Jim Sinclair: In George Orwell’s Nineteen Eighty-Four, there were loud speakers constantly teaching the people what Big Brother wanted.  The loudspeakers today are financial television.  How much attention has financial TV put on the insolvency of U.S. states?  It’s been mentioned, but not like the solvency problems of Portugal, Greece, Spain and Ireland, which have gotten hours, days, weeks and months of constant coverage.  The solvency of New York, Illinois and California has been brought up but fleetingly at best.

HRN: So, the solvency problems of U.S. states are like an elephant in the room that no one is talking about?

Jim Sinclair: How can you say that the Euro is a disaster based on the financial condition of the states of the economic union of Europe, when the states of the economic union of the United States are in equally bad shape and in some cases worse?  There’s no difference.  If you want to analyze the Euro based on the weakness of its member states, how can the dollar be strong when the states of the United States are as weak or weaker?

HRN: So, the Euro could rise against the U.S. dollar, despite the European sovereign debt crisis?

Jim Sinclair: Sure it can.  The question is, can the dollar go lower?  The Euro could go to $1.50 or higher.

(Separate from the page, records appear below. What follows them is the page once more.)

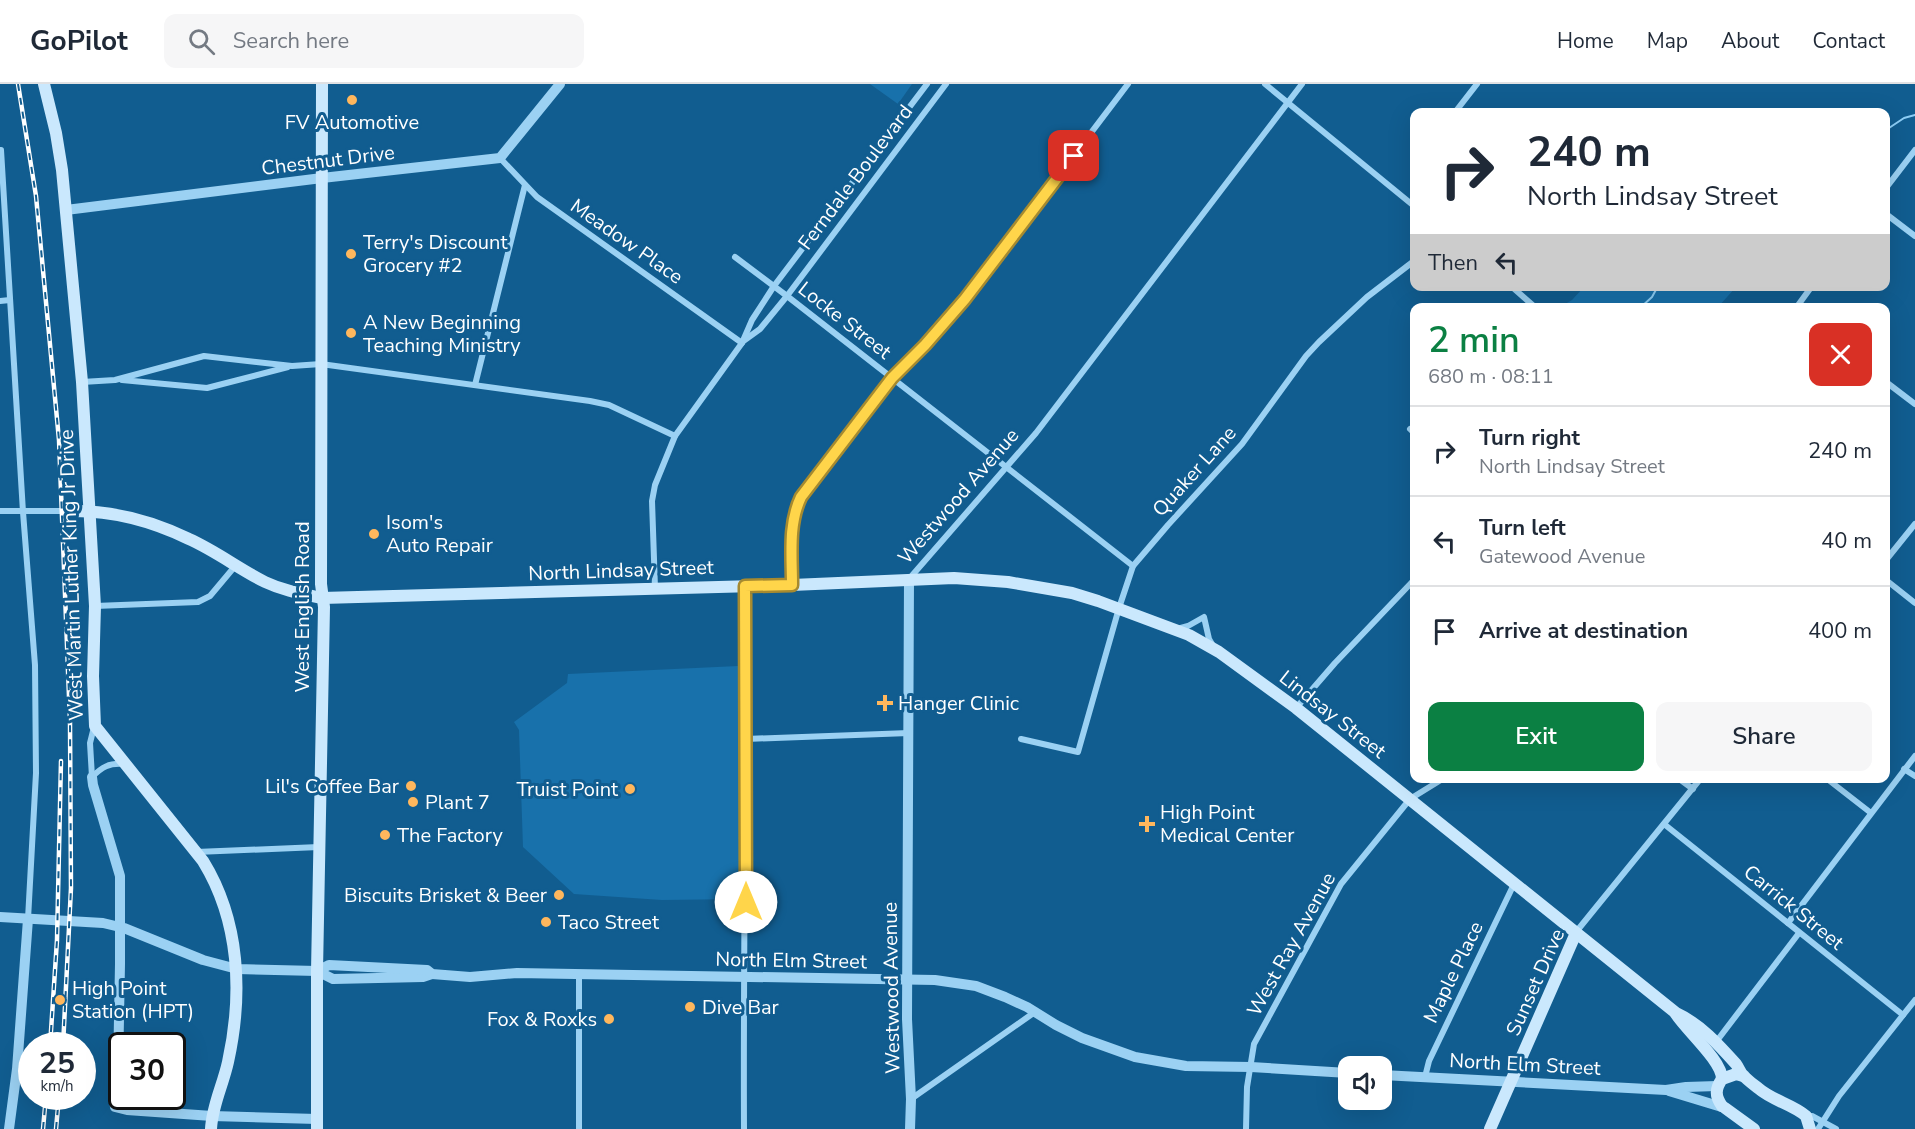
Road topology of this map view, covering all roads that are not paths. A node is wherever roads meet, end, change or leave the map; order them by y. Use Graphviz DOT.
graph roads {
  1 [pos="44,84"];
  2 [pos="322,84"];
  3 [pos="560,84"];
  4 [pos="927,84"];
  5 [pos="946,84"];
  6 [pos="1128,84"];
  7 [pos="1265,84"];
  8 [pos="1302,84"];
  9 [pos="1477,84"];
  10 [pos="1287,103"];
  11 [pos="1458,108"];
  12 [pos="1,150"];
  13 [pos="1915,150"];
  14 [pos="500,158"];
  15 [pos="322,178"];
  16 [pos="1890,183"];
  17 [pos="525,185"];
  18 [pos="1410,203"];
  19 [pos="66,210"];
  20 [pos="1890,217"];
  21 [pos="1915,236"];
  22 [pos="735,257"];
  23 [pos="1410,264"];
  24 [pos="774,286"];
  25 [pos="1517,291"];
  26 [pos="788,296"];
  27 [pos="10,300"];
  28 [pos="0,301"];
  29 [pos="1530,303"];
  30 [pos="742,343"];
  31 [pos="321,364"];
  32 [pos="292,366"];
  33 [pos="892,378"];
  34 [pos="115,380"];
  35 [pos="82,382"];
  36 [pos="475,385"];
  37 [pos="1890,385"];
  38 [pos="1915,404"];
  39 [pos="675,436"];
  40 [pos="1006,468"];
  41 [pos="74,511"];
  42 [pos="90,511"];
  43 [pos="0,512"];
  44 [pos="23,512"];
  45 [pos="1915,524"];
  46 [pos="1890,555"];
  47 [pos="236,565"];
  48 [pos="1133,566"];
  49 [pos="909,580"];
  50 [pos="1890,583"];
  51 [pos="1410,584"];
  52 [pos="792,585"];
  53 [pos="745,586"];
  54 [pos="655,588"];
  55 [pos="322,598"];
  56 [pos="1915,603"];
  57 [pos="95,606"];
  58 [pos="1119,608"];
  59 [pos="1168,627"];
  60 [pos="1219,652"];
  61 [pos="1296,708"];
  62 [pos="95,726"];
  63 [pos="909,733"];
  64 [pos="746,739"];
  65 [pos="1021,739"];
  66 [pos="1915,756"];
  67 [pos="124,764"];
  68 [pos="1904,769"];
  69 [pos="1915,776"];
  70 [pos="92,777"];
  71 [pos="1436,783"];
  72 [pos="1685,783"];
  73 [pos="1697,783"];
  74 [pos="1832,783"];
  75 [pos="1693,789"];
  76 [pos="1410,799"];
  77 [pos="1870,813"];
  78 [pos="1664,824"];
  79 [pos="319,847"];
  80 [pos="195,852"];
  81 [pos="1514,884"];
  82 [pos="0,917"];
  83 [pos="28,919"];
  84 [pos="1788,923"];
  85 [pos="120,927"];
  86 [pos="1576,933"];
  87 [pos="1799,933"];
  88 [pos="237,969"];
  89 [pos="317,971"];
  90 [pos="579,975"];
  91 [pos="743,977"];
  92 [pos="907,979"];
  93 [pos="1915,1000"];
  94 [pos="1035,1012"];
  95 [pos="1676,1013"];
  96 [pos="1903,1015"];
  97 [pos="1716,1042"];
  98 [pos="1251,1067"];
  99 [pos="1338,1072"];
  100 [pos="1392,1075"];
  101 [pos="1743,1076"];
  102 [pos="1425,1077"];
  103 [pos="1512,1083"];
  104 [pos="1719,1083"];
  105 [pos="1666,1090"];
  106 [pos="911,1099"];
  107 [pos="1723,1107"];
  108 [pos="212,1116"];
  109 [pos="1806,1116"];
  110 [pos="1823,1121"];
  111 [pos="317,1124"];
  112 [pos="9,1129"];
  113 [pos="212,1129"];
  114 [pos="579,1129"];
  115 [pos="744,1129"];
  116 [pos="910,1129"];
  117 [pos="1246,1129"];
  118 [pos="1490,1129"];
  119 [pos="1754,1129"];
  120 [pos="1810,1129"];
  121 [pos="1818,1129"];
  122 [pos="1836,1129"];
  1 -- 19 [label="main road, West Martin Luther King Jr Drive"];
  2 -- 15 [label="main road, West English Road"];
  3 -- 14 [label="street"];
  4 -- 24 [label="street, Ferndale Boulevard"];
  5 -- 26 [label="street, Ferndale Boulevard"];
  6 -- 33 [label="street"];
  7 -- 10 [label="street"];
  8 -- 10 [label="street, Westwood Avenue"];
  9 -- 11 [label="street"];
  10 -- 18 [label="street"];
  10 -- 40 [label="street, Westwood Avenue"];
  12 -- 27 [label="street"];
  13 -- 16 [label="street"];
  14 -- 15 [label="street, Chestnut Drive"];
  14 -- 17 [label="street, Meadow Place"];
  15 -- 19 [label="street, Chestnut Drive"];
  15 -- 31 [label="main road, West English Road"];
  17 -- 30 [label="street, Meadow Place"];
  17 -- 36 [label="street"];
  19 -- 35 [label="main road, West Martin Luther King Jr Drive"];
  20 -- 21 [label="street"];
  22 -- 24 [label="street, Locke Street"];
  23 -- 48 [label="street, Quaker Lane"];
  24 -- 26 [label="street, Locke Street"];
  24 -- 30 [label="street, Ferndale Boulevard"];
  25 -- 29 [label="street"];
  26 -- 30 [label="street, Ferndale Boulevard"];
  26 -- 33 [label="street, Locke Street"];
  27 -- 28 [label="street"];
  27 -- 44 [label="street"];
  30 -- 39 [label="street, Ferndale Boulevard"];
  31 -- 32 [label="street"];
  31 -- 36 [label="street"];
  31 -- 55 [label="main road, West English Road"];
  32 -- 34 [label="street"];
  32 -- 34 [label="street"];
  33 -- 40 [label="street, Locke Street"];
  33 -- 52 [label="street"];
  34 -- 35 [label="street"];
  35 -- 42 [label="main road, West Martin Luther King Jr Drive"];
  36 -- 39 [label="street"];
  37 -- 38 [label="street"];
  39 -- 54 [label="street, Ferndale Boulevard"];
  40 -- 48 [label="street, Locke Street"];
  40 -- 49 [label="street, Westwood Avenue"];
  41 -- 42 [label="main road, North Lindsay Street"];
  41 -- 44 [label="street"];
  42 -- 47 [label="main road, North Lindsay Street"];
  42 -- 57 [label="main road, West Martin Luther King Jr Drive"];
  43 -- 44 [label="street"];
  44 -- 83 [label="street"];
  45 -- 46 [label="street"];
  47 -- 55 [label="main road, North Lindsay Street"];
  47 -- 57 [label="street"];
  48 -- 58 [label="street, Quaker Lane"];
  49 -- 52 [label="main road, North Lindsay Street"];
  49 -- 58 [label="main road, North Lindsay Street"];
  49 -- 63 [label="street, Westwood Avenue"];
  50 -- 56 [label="street"];
  51 -- 61 [label="street"];
  52 -- 53 [label="main road, North Lindsay Street"];
  53 -- 54 [label="main road, North Lindsay Street"];
  53 -- 64 [label="street"];
  54 -- 55 [label="main road, North Lindsay Street"];
  55 -- 79 [label="main road, West English Road"];
  57 -- 62 [label="main road, West Martin Luther King Jr Drive"];
  58 -- 59 [label="main road, Lindsay Street"];
  58 -- 65 [label="street, Quaker Lane"];
  59 -- 60 [label="main road, Lindsay Street"];
  59 -- 60 [label="street"];
  60 -- 61 [label="main road, Lindsay Street"];
  61 -- 76 [label="main road, Lindsay Street"];
  62 -- 67 [label="main road, West Martin Luther King Jr Drive"];
  62 -- 70 [label="street"];
  63 -- 64 [label="street"];
  63 -- 92 [label="street, Westwood Avenue"];
  64 -- 91 [label="street"];
  66 -- 68 [label="street"];
  67 -- 70 [label="street"];
  67 -- 80 [label="main road, West Martin Luther King Jr Drive"];
  68 -- 69 [label="street"];
  68 -- 77 [label="street"];
  70 -- 85 [label="street"];
  71 -- 76 [label="street, West Ray Avenue"];
  72 -- 75 [label="street"];
  73 -- 75 [label="street, Sunset Drive"];
  74 -- 77 [label="street"];
  75 -- 78 [label="street, Sunset Drive"];
  76 -- 81 [label="main road, Lindsay Street"];
  76 -- 98 [label="street, West Ray Avenue"];
  77 -- 84 [label="street"];
  78 -- 84 [label="street, Carrick Street"];
  78 -- 86 [label="street, Sunset Drive"];
  79 -- 80 [label="street"];
  79 -- 89 [label="main road, West English Road"];
  80 -- 88 [label="main road, West Martin Luther King Jr Drive"];
  81 -- 86 [label="main road, Lindsay Street"];
  81 -- 102 [label="street, Maple Place"];
  82 -- 83 [label="street, North Elm Street"];
  83 -- 85 [label="street, North Elm Street"];
  83 -- 112 [label="street"];
  84 -- 87 [label="street, Carrick Street"];
  85 -- 88 [label="street, North Elm Street"];
  85 -- 108 [label="street"];
  86 -- 95 [label="main road, Lindsay Street"];
  86 -- 103 [label="main road, Sunset Drive"];
  87 -- 96 [label="street, Carrick Street"];
  87 -- 97 [label="street"];
  88 -- 89 [label="street, North Elm Street"];
  88 -- 108 [label="main road, West Martin Luther King Jr Drive"];
  89 -- 90 [label="street, North Elm Street"];
  89 -- 111 [label="main road, West English Road"];
  90 -- 91 [label="street, North Elm Street"];
  90 -- 114 [label="street"];
  91 -- 92 [label="street, North Elm Street"];
  91 -- 115 [label="street"];
  92 -- 94 [label="street, North Elm Street"];
  92 -- 106 [label="street, Westwood Avenue"];
  93 -- 96 [label="street"];
  94 -- 98 [label="street, North Elm Street"];
  94 -- 106 [label="street"];
  95 -- 97 [label="main road, Lindsay Street"];
  95 -- 104 [label="main road, Lindsay Street"];
  96 -- 110 [label="street"];
  97 -- 101 [label="main road, Lindsay Street"];
  98 -- 99 [label="street, North Elm Street"];
  98 -- 117 [label="street, West Ray Avenue"];
  100 -- 102 [label="street, North Elm Street"];
  101 -- 104 [label="main road"];
  101 -- 109 [label="main road, Lindsay Street"];
  102 -- 103 [label="street, North Elm Street"];
  103 -- 105 [label="street, North Elm Street"];
  103 -- 118 [label="main road, Sunset Drive"];
  104 -- 105 [label="street"];
  104 -- 107 [label="main road, Lindsay Street"];
  105 -- 107 [label="street"];
  106 -- 116 [label="street, Westwood Avenue"];
  107 -- 119 [label="main road"];
  108 -- 111 [label="street"];
  108 -- 113 [label="main road, West Martin Luther King Jr Drive"];
  109 -- 110 [label="street"];
  109 -- 120 [label="main road"];
  110 -- 121 [label="street"];
  110 -- 122 [label="street"];
}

HRN: But the U.S. dollar is the world reserve currency.  Doesn’t that guarantee its value?

Jim Sinclair: Only by default.  It remains so because central banks own dollars.  If central banks could exchange them for gold or other currencies without a major dislocation, they would.

HRN: Then, as a practical matter, central banks can’t get out of the dollar?

Jim Sinclair: The only one that’s gotten out of it is China.  They’ve made deals all around the world for metals, materials, energy and manufacturing.  If you add it all up, China is no more stuck in the dollar than the man in the moon.

HRN: Doesn’t the U.S. maintain a strong dollar policy?

Jim Sinclair: The strong dollar policy has only been a moderate, long-term downtrend that continues lower.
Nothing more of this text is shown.